When my liver gets to tormenting me so I have the megrims like a girl, it's time to do something."
The boy came back to say that Old Tim had stopped playing "the jig" before he reached him, and was lying sobbing on the stone.
Moira was as approachable as a barn swallow, swooping into the house for a mouthful of food and off again to the sky apparently. Timothy's child-heart was guiltily heavy within him, for all his excitement, and when he finally caught her in the pine woods he spoke briefly and firmly, almost like Father Delancey himself. "Moira, Tim was a big fool to tell you lies. There aren't really any little people. Tis only a way of talkin'-like, to say how lovely the woods and stars an' all are."
"Why do you sit on the Round Stone evenings?" asked Moira defiantly.
"That's just it! I pretend all kind o' things, but it's really because the moon is like gold, and the white fog comes up in puffs like incense in the church, an' the valley's all bright wi' lamps like the sky wi' stars.

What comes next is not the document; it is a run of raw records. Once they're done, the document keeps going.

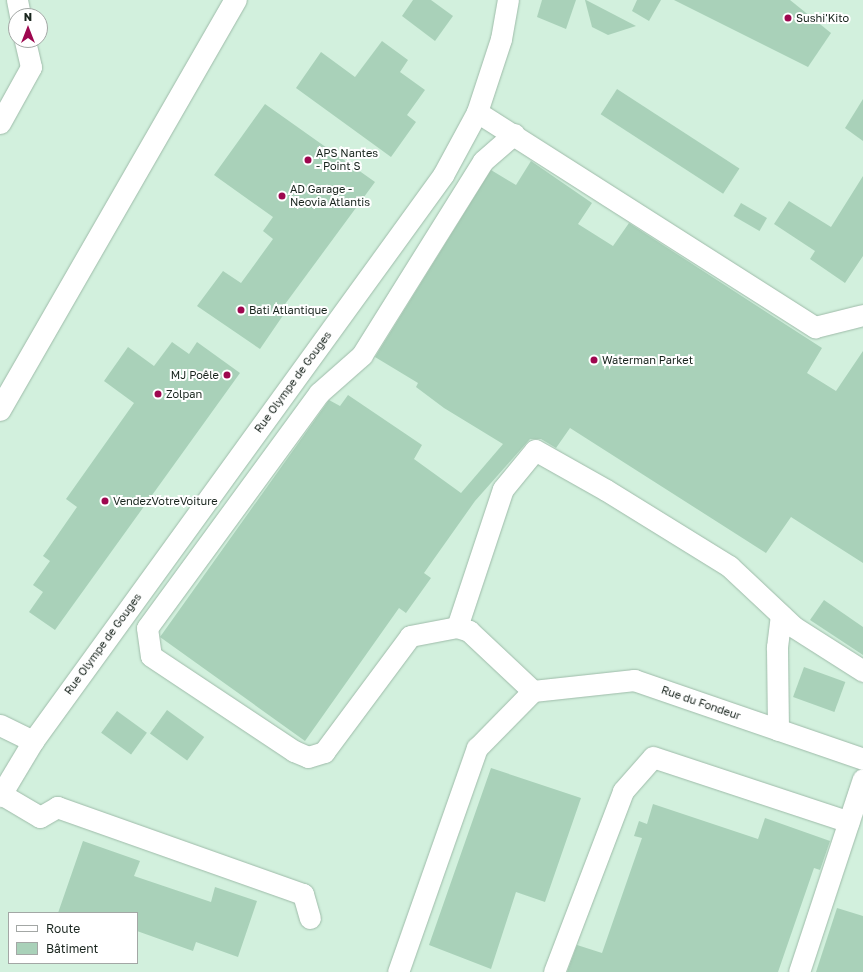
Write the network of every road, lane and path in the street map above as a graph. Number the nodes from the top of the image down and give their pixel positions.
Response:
1 (236, 0) edge
2 (508, 0) edge
3 (27, 48) edge
4 (477, 112) junction
5 (0, 123) edge
6 (514, 134) junction
7 (863, 316) edge
8 (0, 410) edge
9 (781, 614) junction
10 (457, 628) junction
11 (863, 671) edge
12 (533, 691) junction
13 (0, 725) edge
14 (778, 730) junction
15 (33, 741) junction
16 (863, 759) edge
17 (863, 779) edge
18 (0, 795) edge
19 (848, 822) junction
20 (310, 918) dead end
21 (398, 972) edge
22 (554, 972) edge
23 (799, 972) edge

1 - 8 main road
2 - 4 street, Rue Olympe de Gouges
3 - 5 street
4 - 6 street
4 - 15 street, Rue Olympe de Gouges
6 - 7 street
6 - 10 street
9 - 10 street
9 - 11 street
9 - 14 street
10 - 12 street
12 - 14 street, Rue du Fondeur
12 - 21 street
13 - 15 street
14 - 16 street, Rue du Fondeur
15 - 18 street, Rue Olympe de Gouges
17 - 19 street
18 - 20 street
19 - 22 street
19 - 23 street

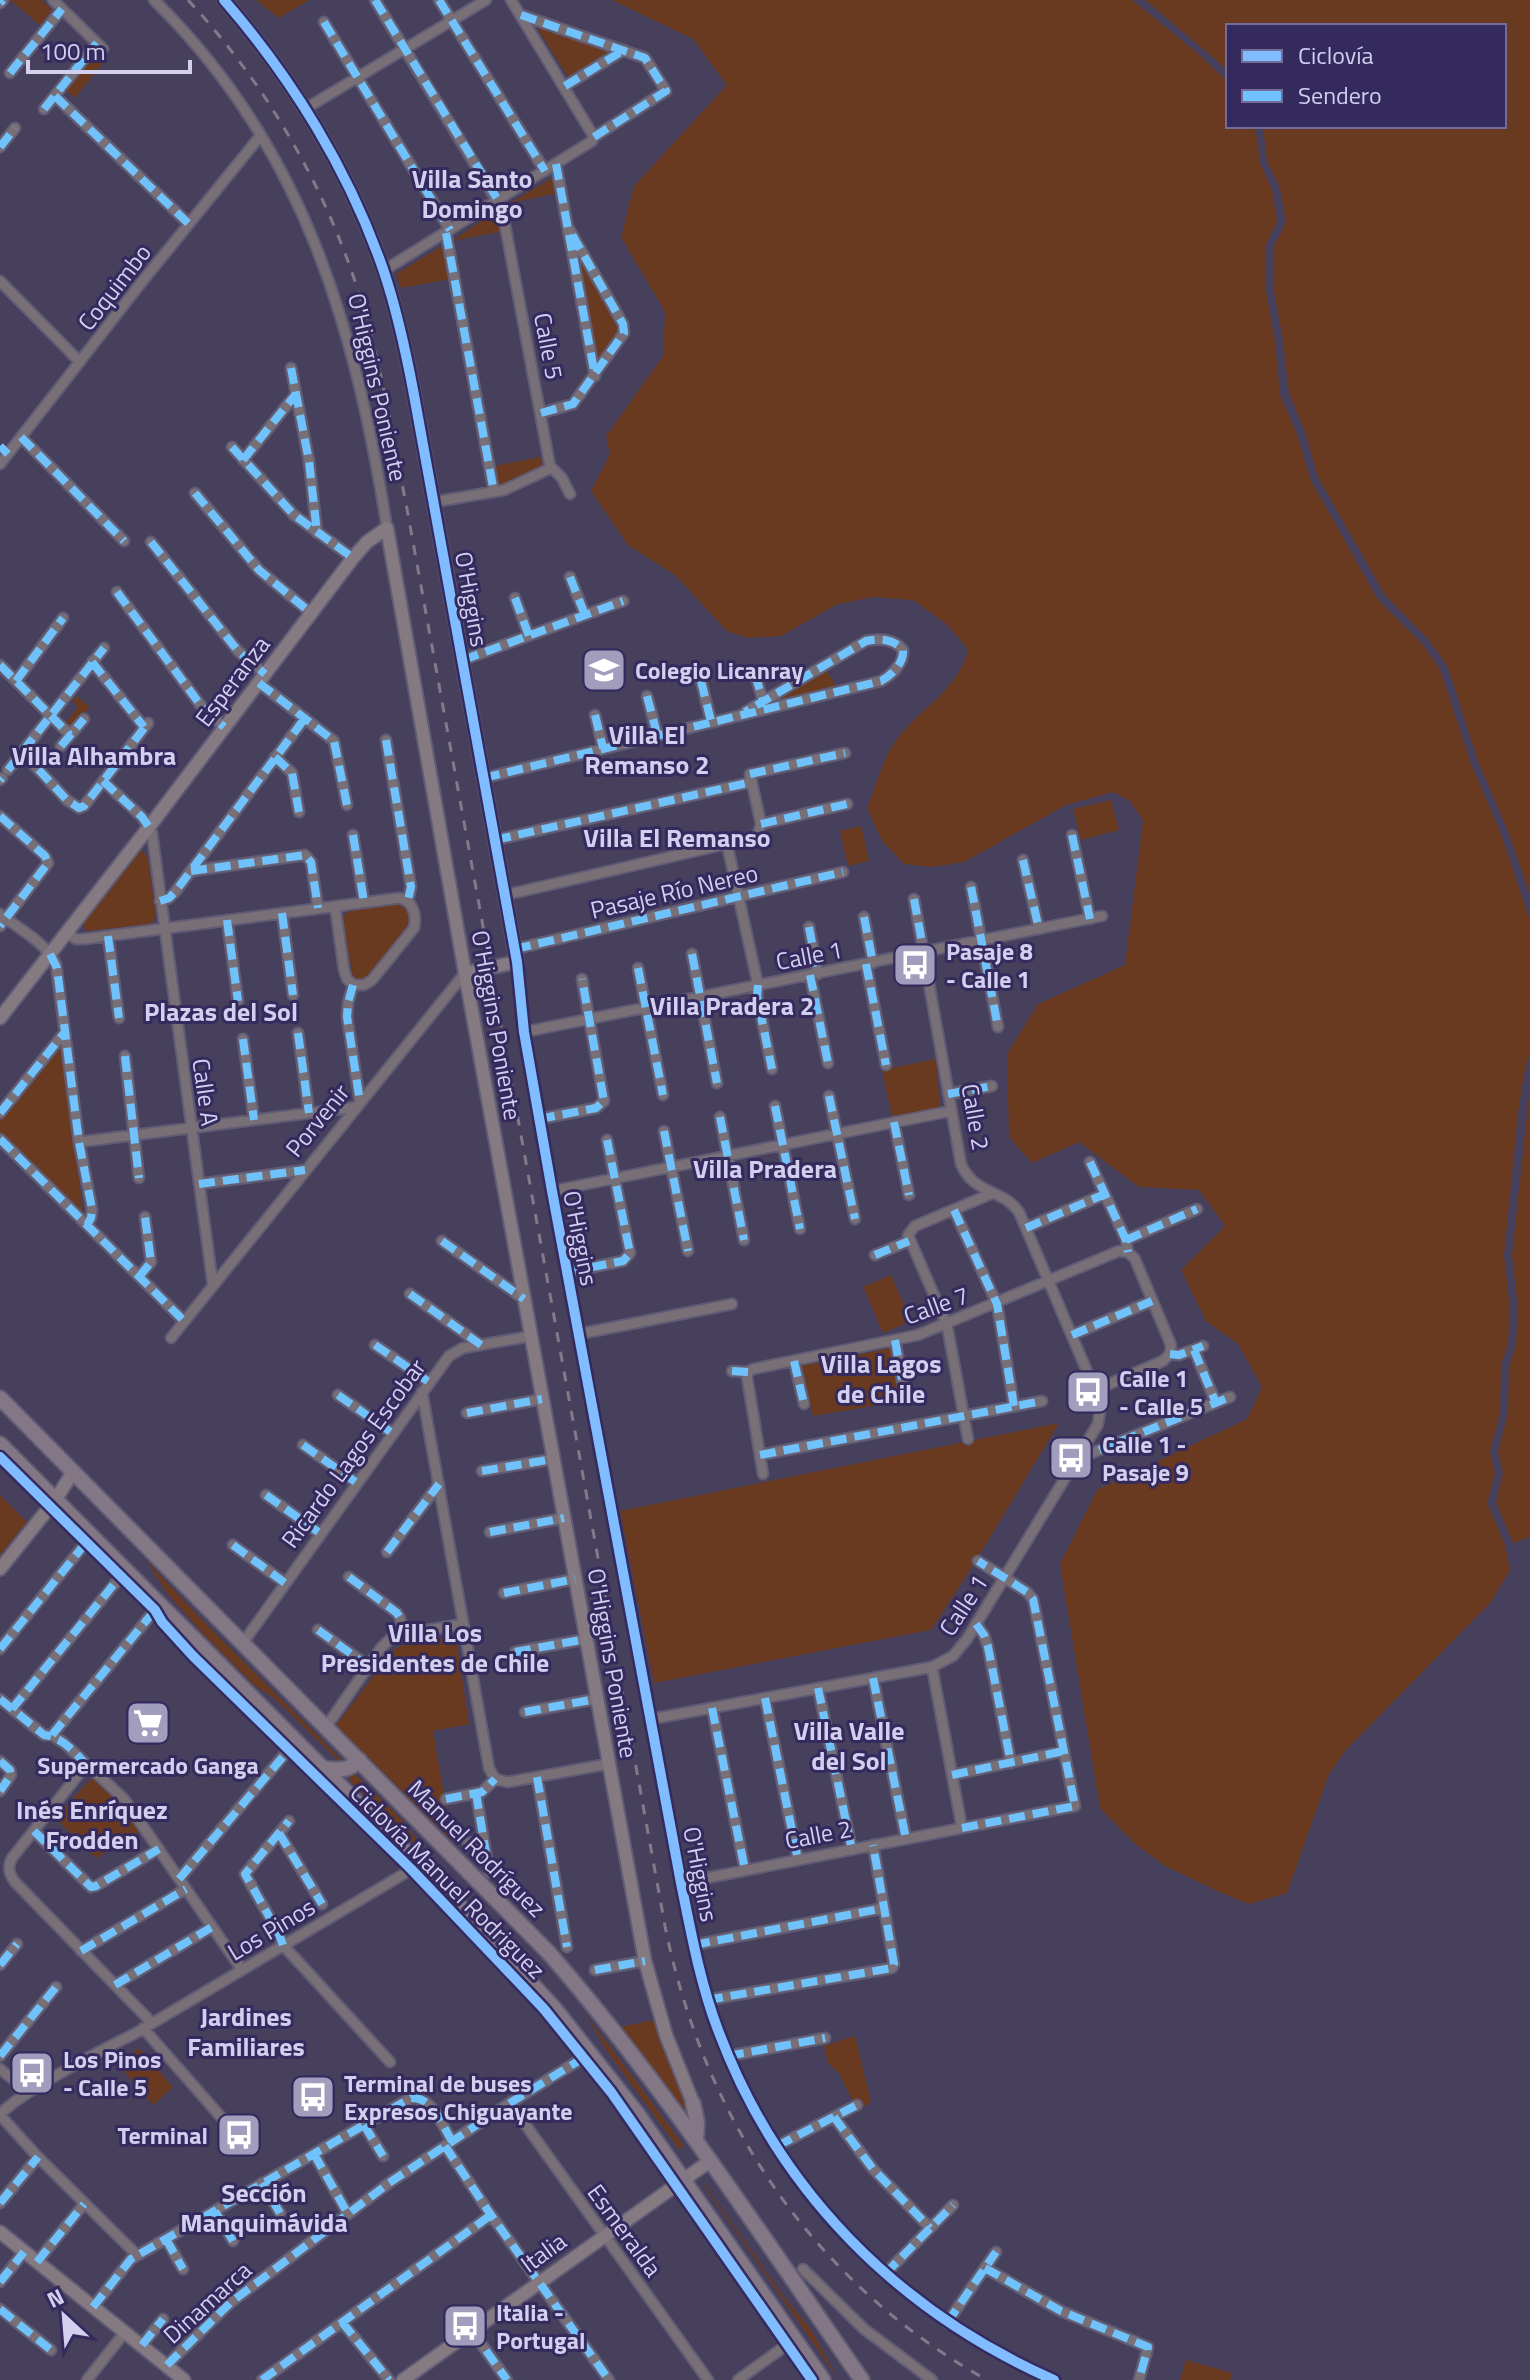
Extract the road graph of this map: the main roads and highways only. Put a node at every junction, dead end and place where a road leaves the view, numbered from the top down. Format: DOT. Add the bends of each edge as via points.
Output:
graph roads {
  1 [pos="0,1398"];
  2 [pos="0,1444"];
  3 [pos="359,1760"];
  4 [pos="322,1768"];
  5 [pos="693,2103"];
  6 [pos="696,2139"];
  7 [pos="823,2380"];
  8 [pos="862,2380"];
  1 -- 3 [label="main road, Manuel Rodríguez"];
  2 -- 4 [label="main road"];
  3 -- 4 [label="main road" via="346,1769"];
  3 -- 6 [label="main road, Manuel Rodríguez" via="549,1953"];
  4 -- 7 [label="main road" via="502,1949 591,2053"];
  5 -- 6 [label="main road"];
  6 -- 8 [label="main road, Manuel Rodríguez"];
}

That's all anybody means by fairies--just how lovely things are if we can but open our eyes to see thim, an' take time from th' ugly business o'
livin' to hear thim, and get a place quiet enough to half see what everything means. I didn't know before, in Ireland, but now I'm like one born again to the ferie country, and now I think I know. There aren't any Little People really but just in your own head--"
Moira shook off his hand and faced him, laughing mockingly, her dark eyes wide with an elfin merriment. "Are there not, Piper Tim? Are there not?
Listen! You'll see!" She held up a tiny forefinger to the great man towering above her. As he looked down on her, so pixy-like in the twilight of the pines, he felt his flesh creep. She seemed to be waiting for something infinitely comic which yet should startle her. She was poised, half turned as though for flight, yet hung so, without a quiver in an endless listening pause. The man tried in vain to remember the name of a single saint, so held was he by the breathless expectancy in the eyes of the little hobgoblin. His nerves gave way with a loud snap when she suddenly leaped up at him with snapping fingers and some whispered, half-heard exclamation of "_Now! Now_!" and turning he plunged down the hill in panic-stricken flight. And the next day Father Delancey took her down to the valley to begin her schooling.
III
Upon her return she had adopted the att.i.tude which she never changed during all the years until Timothy went away. She would not speak openly, nor allow Tim to discuss "their" existence. "They mind their business and we should mind ours," she said, eying him hard; but she made his world over for him. Every spring she came back from the valley school and every autumn she went away; and the months in between were golden. After Timothy's work was done in the evenings, he left the hot kitchen, redolent of food and fire and kindly human life, took his pipes up on the Round Stone and played one after another of the songs of the sidhe, until the child's white face shone suddenly from the dusk.